WORK INSTRUCTION:
Every word in the data below belongs in your copy, exactly as given; the pictures do not.
DATA SUPPLIED Start Marker
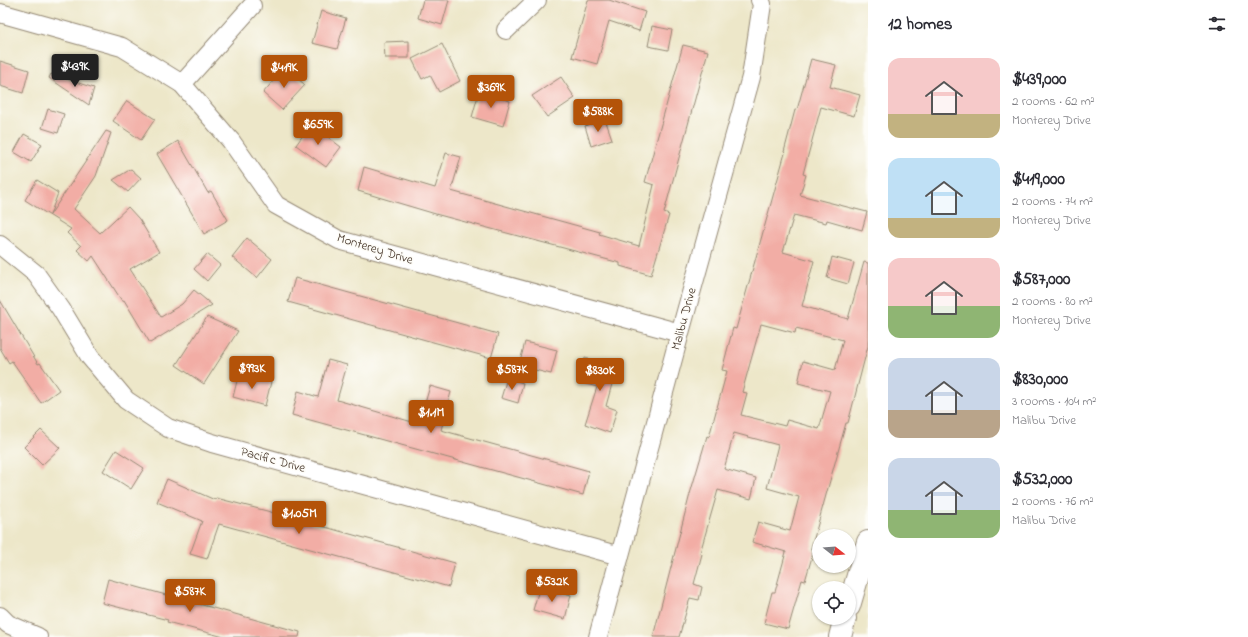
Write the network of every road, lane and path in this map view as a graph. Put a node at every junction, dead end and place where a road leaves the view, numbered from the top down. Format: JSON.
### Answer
{"nodes":[{"id":1,"x":537,"y":0,"type":"edge"},
{"id":2,"x":760,"y":0,"type":"edge"},
{"id":3,"x":252,"y":6,"type":"dead end"},
{"id":4,"x":0,"y":13,"type":"edge"},
{"id":5,"x":506,"y":30,"type":"dead end"},
{"id":6,"x":182,"y":84,"type":"junction"},
{"id":7,"x":0,"y":246,"type":"edge"},
{"id":8,"x":680,"y":333,"type":"junction"},
{"id":9,"x":868,"y":542,"type":"edge"},
{"id":10,"x":620,"y":556,"type":"junction"},
{"id":11,"x":856,"y":582,"type":"edge"},
{"id":12,"x":0,"y":616,"type":"edge"},
{"id":13,"x":843,"y":625,"type":"edge"},
{"id":14,"x":38,"y":637,"type":"edge"},
{"id":15,"x":598,"y":637,"type":"edge"},
{"id":16,"x":840,"y":637,"type":"edge"}],
"edges":[{"from":1,"to":5,"type":"street"},
{"from":2,"to":8,"type":"street","name":"Malibu Drive"},
{"from":3,"to":6,"type":"street"},
{"from":4,"to":6,"type":"street","name":"Monterey Drive"},
{"from":6,"to":8,"type":"street","name":"Monterey Drive"},
{"from":7,"to":10,"type":"street","name":"Pacific Drive"},
{"from":8,"to":10,"type":"street","name":"Malibu Drive"},
{"from":9,"to":11,"type":"street"},
{"from":10,"to":15,"type":"street","name":"Malibu Drive"},
{"from":12,"to":14,"type":"street"},
{"from":13,"to":16,"type":"street"}]}
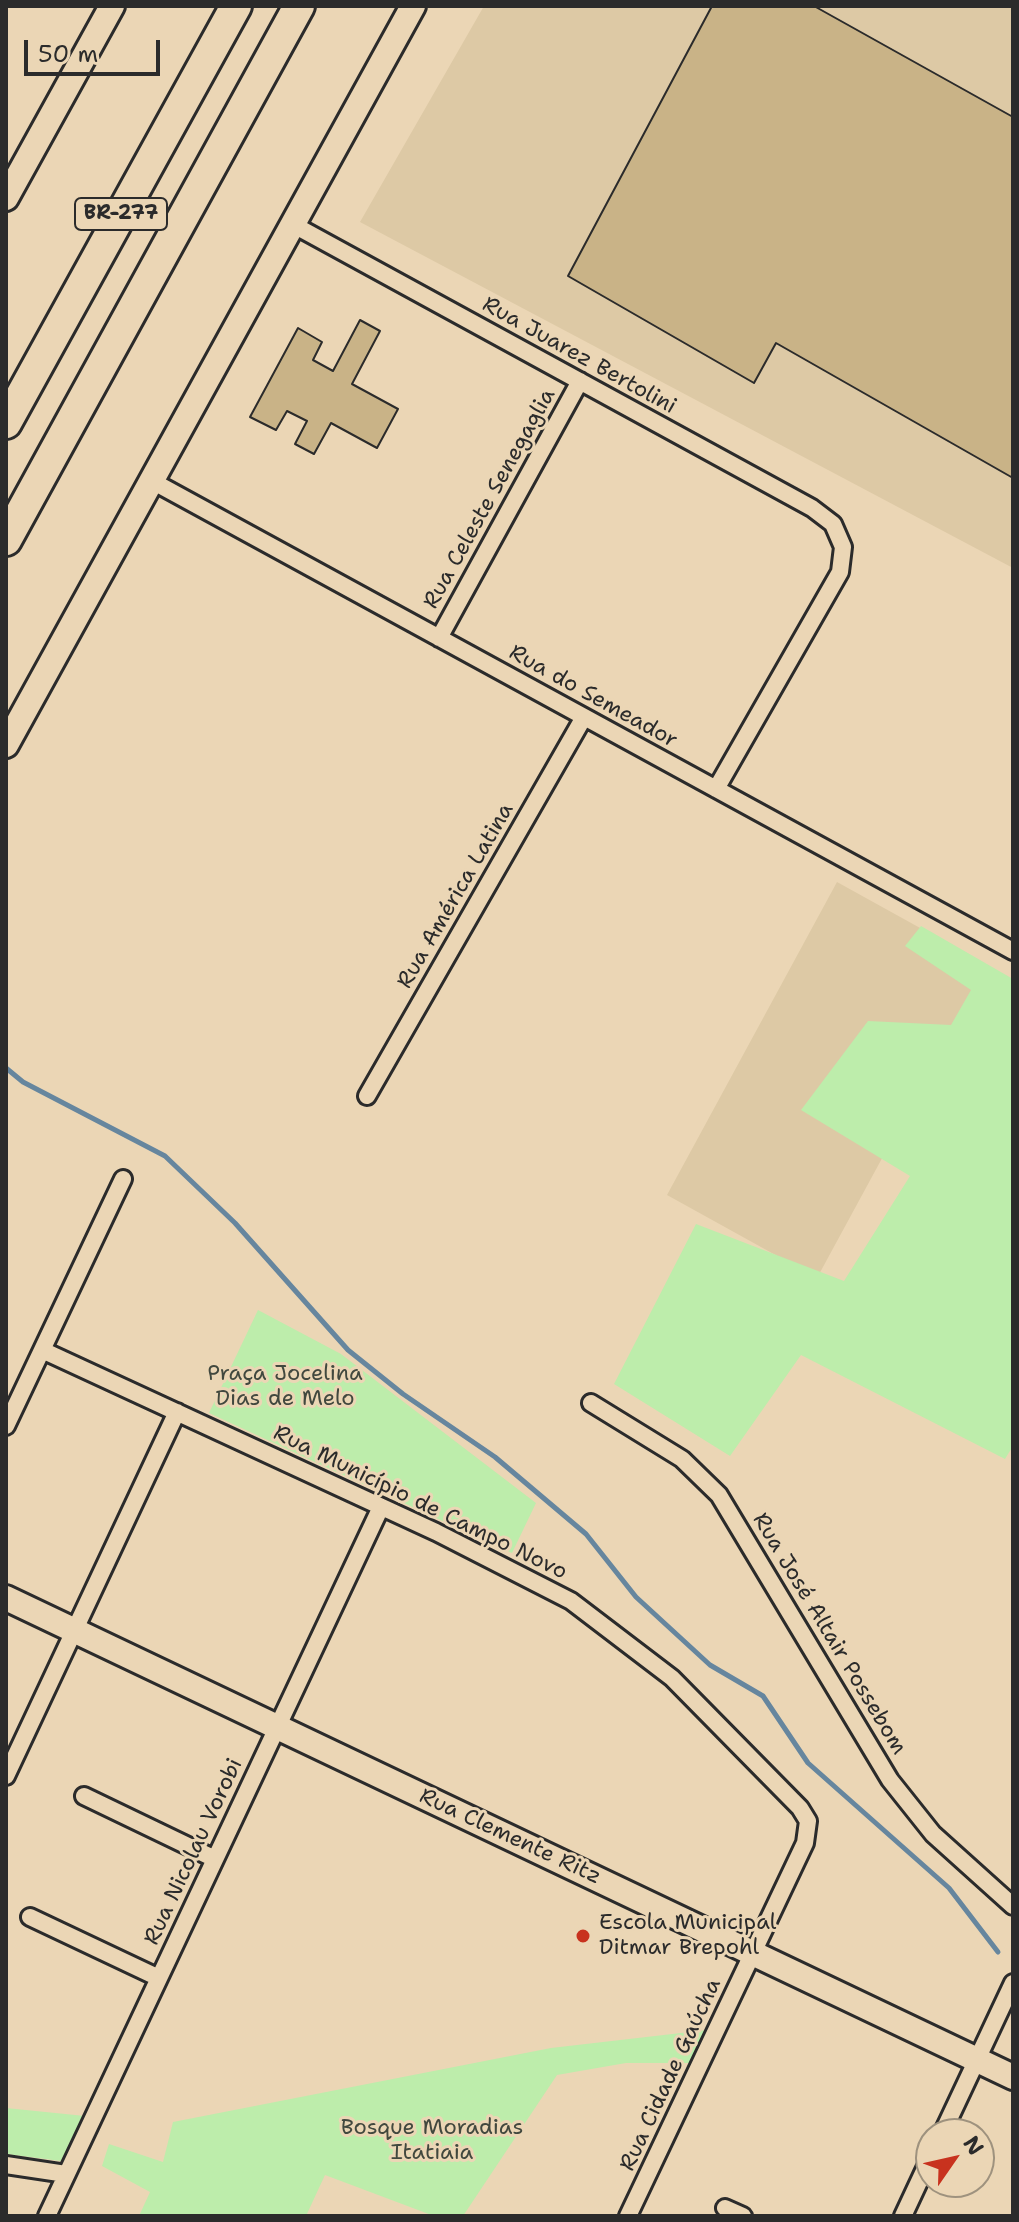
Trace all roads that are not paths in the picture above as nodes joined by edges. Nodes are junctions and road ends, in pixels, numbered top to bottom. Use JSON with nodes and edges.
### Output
DATA SUPPLIED End Marker
EXERCISE OUTPUT:
Write the network of every road, lane and path in this map view as a graph. Put a node at every junction, dead end and place where a road leaves the view, numbered from the top down. Format: JSON.
### Answer
{"nodes":[{"id":1,"x":537,"y":0,"type":"edge"},
{"id":2,"x":760,"y":0,"type":"edge"},
{"id":3,"x":252,"y":6,"type":"dead end"},
{"id":4,"x":0,"y":13,"type":"edge"},
{"id":5,"x":506,"y":30,"type":"dead end"},
{"id":6,"x":182,"y":84,"type":"junction"},
{"id":7,"x":0,"y":246,"type":"edge"},
{"id":8,"x":680,"y":333,"type":"junction"},
{"id":9,"x":868,"y":542,"type":"edge"},
{"id":10,"x":620,"y":556,"type":"junction"},
{"id":11,"x":856,"y":582,"type":"edge"},
{"id":12,"x":0,"y":616,"type":"edge"},
{"id":13,"x":843,"y":625,"type":"edge"},
{"id":14,"x":38,"y":637,"type":"edge"},
{"id":15,"x":598,"y":637,"type":"edge"},
{"id":16,"x":840,"y":637,"type":"edge"}],
"edges":[{"from":1,"to":5,"type":"street"},
{"from":2,"to":8,"type":"street","name":"Malibu Drive"},
{"from":3,"to":6,"type":"street"},
{"from":4,"to":6,"type":"street","name":"Monterey Drive"},
{"from":6,"to":8,"type":"street","name":"Monterey Drive"},
{"from":7,"to":10,"type":"street","name":"Pacific Drive"},
{"from":8,"to":10,"type":"street","name":"Malibu Drive"},
{"from":9,"to":11,"type":"street"},
{"from":10,"to":15,"type":"street","name":"Malibu Drive"},
{"from":12,"to":14,"type":"street"},
{"from":13,"to":16,"type":"street"}]}
Trace all roads that are not paths in the picture above as nodes joined by edges. Nodes are junctions and road ends, in pixels, numbered top to bottom. Use JSON with nodes and edges.
### Output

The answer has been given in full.